Dunluce is one of the most picturesque and romantic of Irish Castles. With evidence of settlement from the first millennium, the present castle ruins date mainly from the 16th and 17th centuries. It was inhabited by both the feuding McQuillan and MacDonnell clans. Historical and archaeological exhibits are on display for public viewing.
Opening Hours: Please check before visiting as public access may be restricted.
Regular opening hours are February to November: Daily 9.30am to 5pm. December/January: Daily 9.30am to 4pm.
Note: Last admission 30 minutes before closing. Admission charges apply.
Nearby Magheracross Viewing Point and picnic area is an excellent spot to stop and take in the stunning, coastal scenery, often missed when travelling by car along the coast road.
A Dunluce Castle app for iPhone and android devices is available free of charge from the App Store and Google Play.

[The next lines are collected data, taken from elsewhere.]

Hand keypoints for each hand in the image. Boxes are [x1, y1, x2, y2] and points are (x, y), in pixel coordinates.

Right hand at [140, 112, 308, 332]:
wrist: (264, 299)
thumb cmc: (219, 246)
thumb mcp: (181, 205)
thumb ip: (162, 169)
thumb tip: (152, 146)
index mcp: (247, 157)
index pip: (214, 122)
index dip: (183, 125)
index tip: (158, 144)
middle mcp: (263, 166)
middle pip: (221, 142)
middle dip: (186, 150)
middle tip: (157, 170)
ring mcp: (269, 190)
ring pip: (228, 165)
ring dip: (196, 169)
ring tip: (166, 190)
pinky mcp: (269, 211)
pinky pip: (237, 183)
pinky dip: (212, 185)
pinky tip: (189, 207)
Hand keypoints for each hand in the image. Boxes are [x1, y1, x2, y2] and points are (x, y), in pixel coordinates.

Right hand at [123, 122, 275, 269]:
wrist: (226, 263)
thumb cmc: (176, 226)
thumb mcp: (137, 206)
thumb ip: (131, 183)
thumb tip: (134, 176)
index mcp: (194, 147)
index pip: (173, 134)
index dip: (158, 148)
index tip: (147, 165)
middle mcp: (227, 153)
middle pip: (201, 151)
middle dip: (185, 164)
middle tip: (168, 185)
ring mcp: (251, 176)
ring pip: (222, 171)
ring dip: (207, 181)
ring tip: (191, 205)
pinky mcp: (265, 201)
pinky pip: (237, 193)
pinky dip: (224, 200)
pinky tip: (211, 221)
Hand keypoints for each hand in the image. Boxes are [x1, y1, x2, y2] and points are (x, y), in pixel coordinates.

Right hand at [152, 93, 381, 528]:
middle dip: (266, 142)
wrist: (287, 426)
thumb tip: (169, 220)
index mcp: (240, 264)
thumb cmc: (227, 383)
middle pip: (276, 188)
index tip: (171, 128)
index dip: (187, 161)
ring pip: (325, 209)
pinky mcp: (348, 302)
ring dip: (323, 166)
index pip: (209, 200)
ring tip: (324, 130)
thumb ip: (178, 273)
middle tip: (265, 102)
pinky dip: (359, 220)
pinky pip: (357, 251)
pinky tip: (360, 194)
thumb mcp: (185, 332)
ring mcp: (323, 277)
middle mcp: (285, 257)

The iconic ruin of Dunluce Castle bears witness to a long and tumultuous history. First built on the dramatic coastal cliffs of north County Antrim by the MacQuillan family around 1500, the earliest written record of the castle was in 1513.
It was seized by the ambitious MacDonnell clan in the 1550s, who set about stamping their mark on the castle under the leadership of the famous warrior chieftain Sorely Boy MacDonnell during an era of violence, intrigue and rebellion. In the 17th century Dunluce was the seat of the earls of Antrim and saw the establishment of a small town in 1608. Visitors can explore the findings of archaeological digs within the cobbled streets and stone merchants’ houses of the long-abandoned Dunluce Town.
The dramatic history of Dunluce is matched by tales of a banshee and how the castle kitchens fell into the sea one stormy night in 1639.